Oh-yama, a popular mountain travel destination especially during the Edo Period (from the early 17th Century to the middle of the 19the Century)

(Posted on July 10, 2024)

Oh-yama is 1,252 meters high, located in Kanagawa prefecture about 60 km east of downtown Tokyo. It stands on the western tip of the Tanzawa range, beyond which is Mt. Fuji. 

A typical trip to Oh-yama during the Edo Period was like this, a group of men either from their own community or guild would walk all the way to the mountain and then head for sightseeing in Enoshima, a scenic island off the coast of Kamakura, an old capital of Japan. It took about five days in all.


Why only men? At that time, women were not allowed to climb mountains. 













An ukiyoe shows a group of travelers, for Oh-yama,  a man on the right carries a large wooden sword, a must for the group. 

                                      A guide book for Oh-yama


In any particular year, it was said that over two hundred thousand people visited Oh-yama from Edo (now Tokyo) whose population was about one million. Can you believe how this was possible, a group of men travelling 5 days? Well, this was managed by a so-called “mutual aid system”, whereby a community or guild member each contributed some money for various purposes. For visiting Oh-yama, a number of participants were elected on a yearly basis. Why was Oh-yama so popular then?

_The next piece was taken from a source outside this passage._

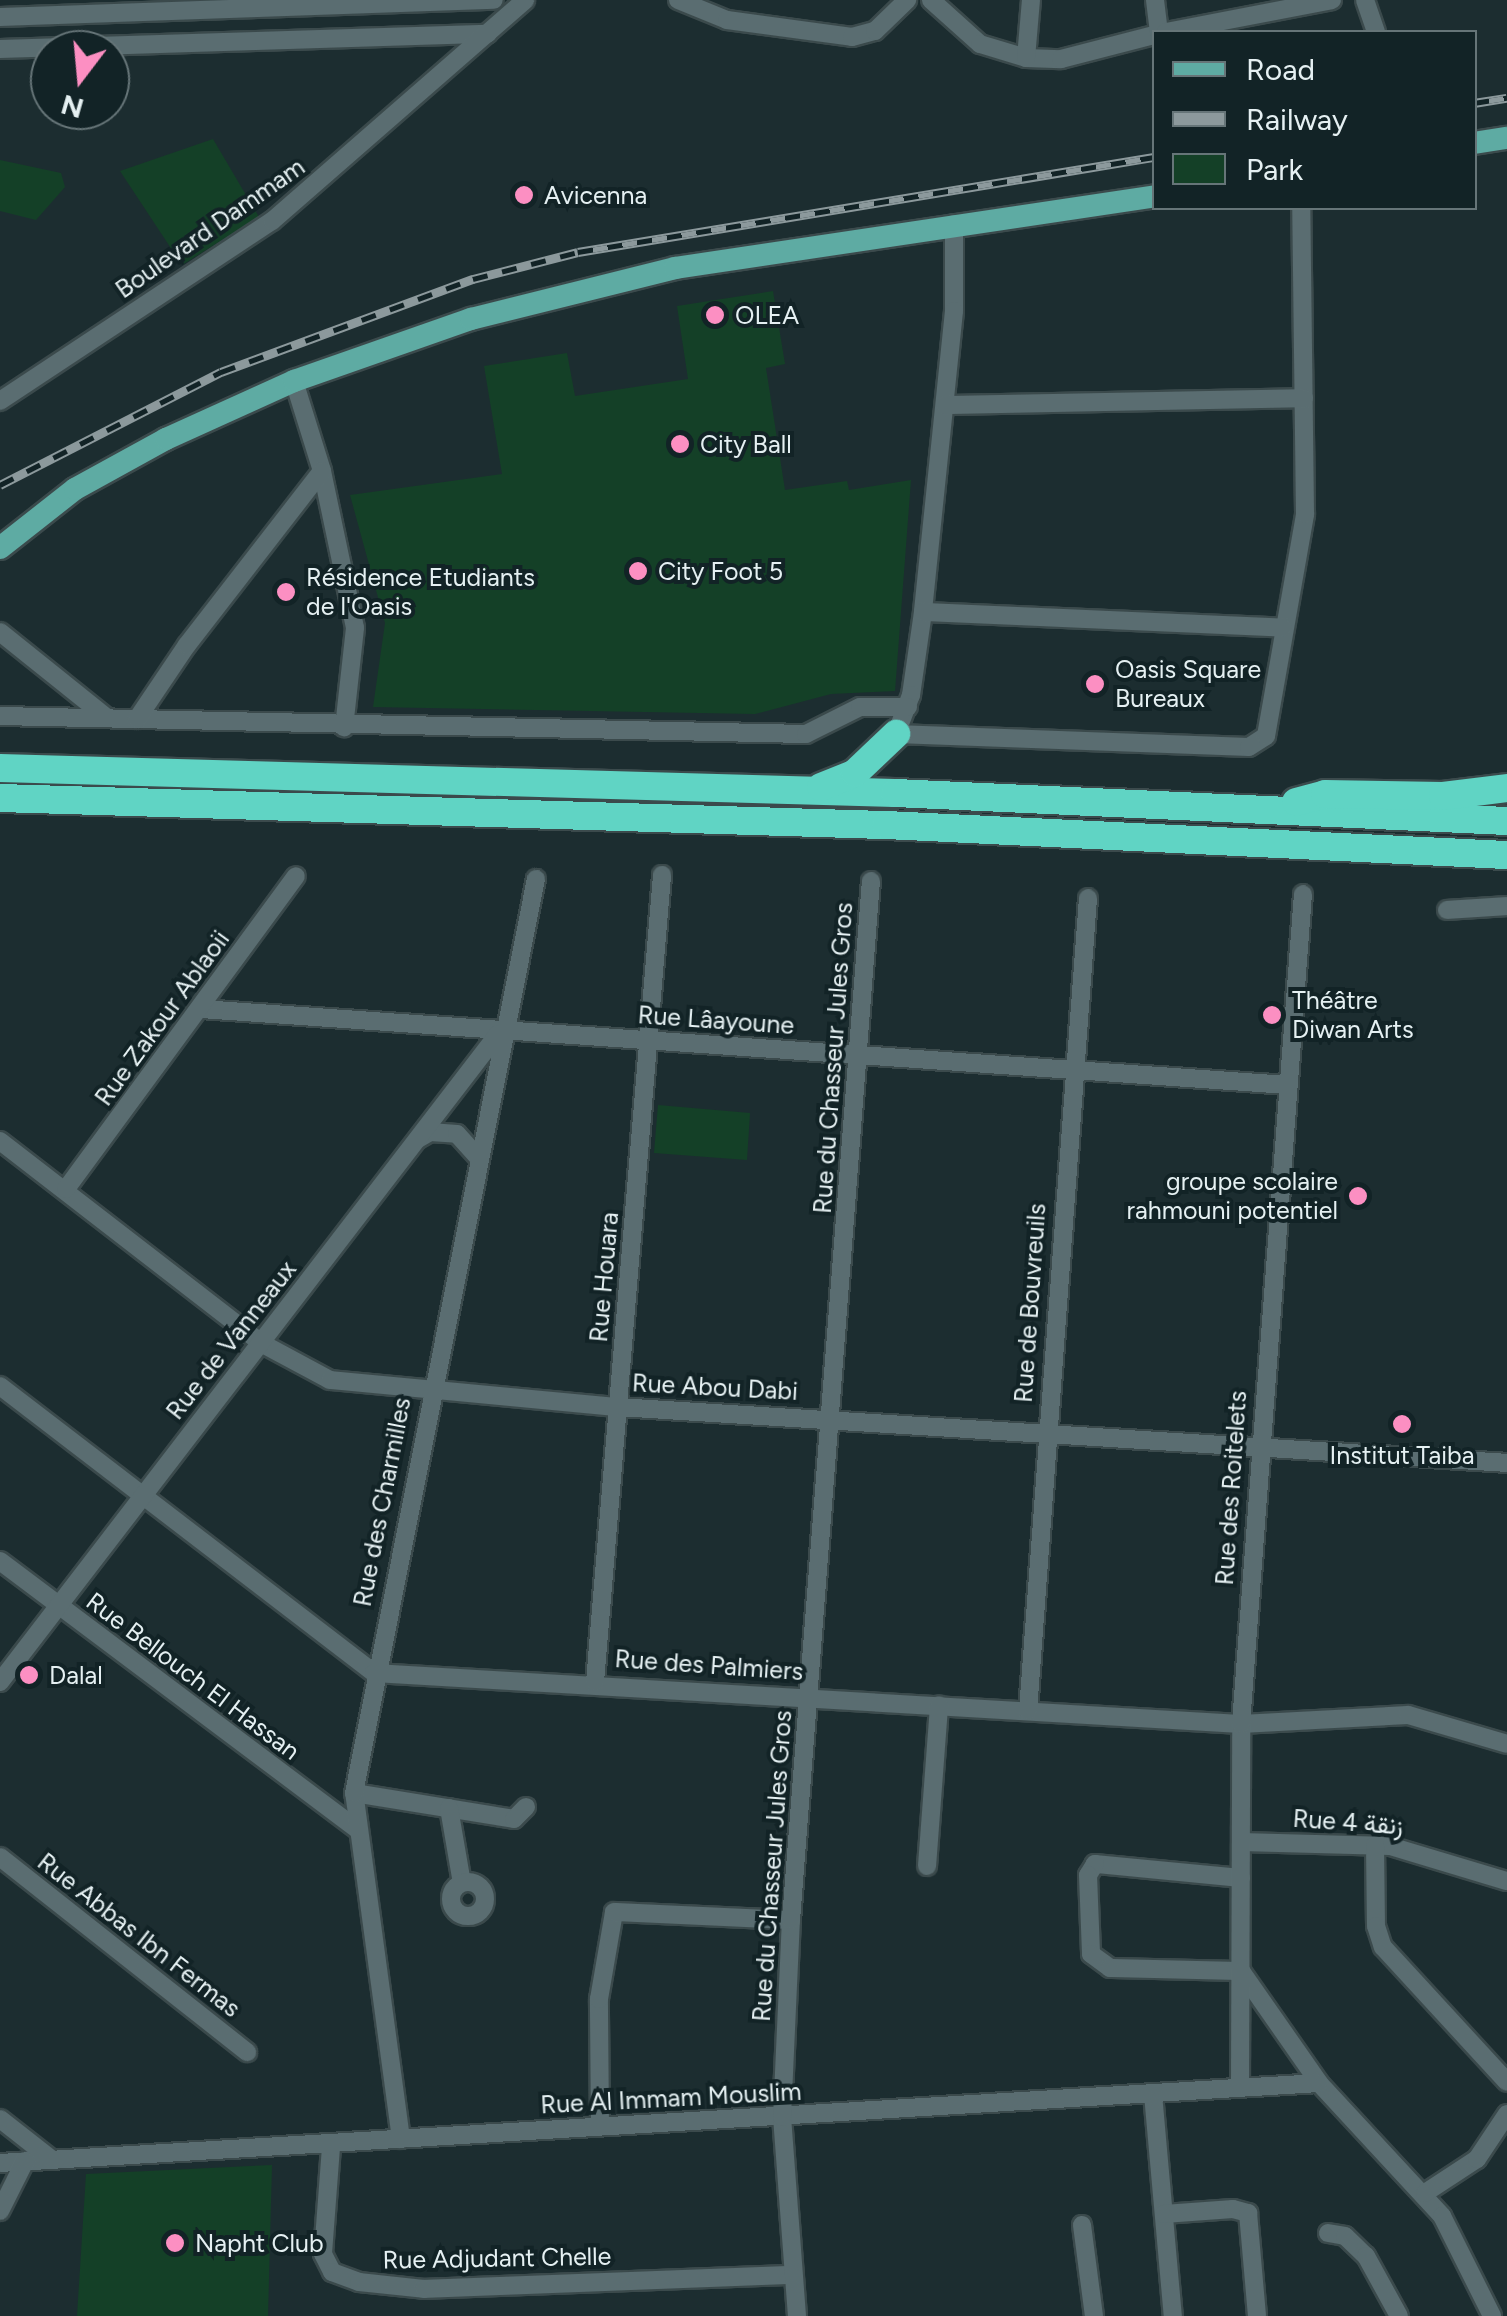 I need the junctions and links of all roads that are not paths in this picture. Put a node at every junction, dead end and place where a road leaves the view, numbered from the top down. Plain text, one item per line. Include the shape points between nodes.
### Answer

Oh-yama is sometimes called the “mountain that brings rain.” So, it has been revered by many and also, it’s not too far away from Edo or put it in another way, “not too close by.”



Today, Oh-yama is a popular destination for families and is easily accessible by public transportation or car in two hours from Tokyo. There is a cable car that takes you to the halfway point of the mountain; it takes only about two hours from the cable car stop to the top of Oh-yama.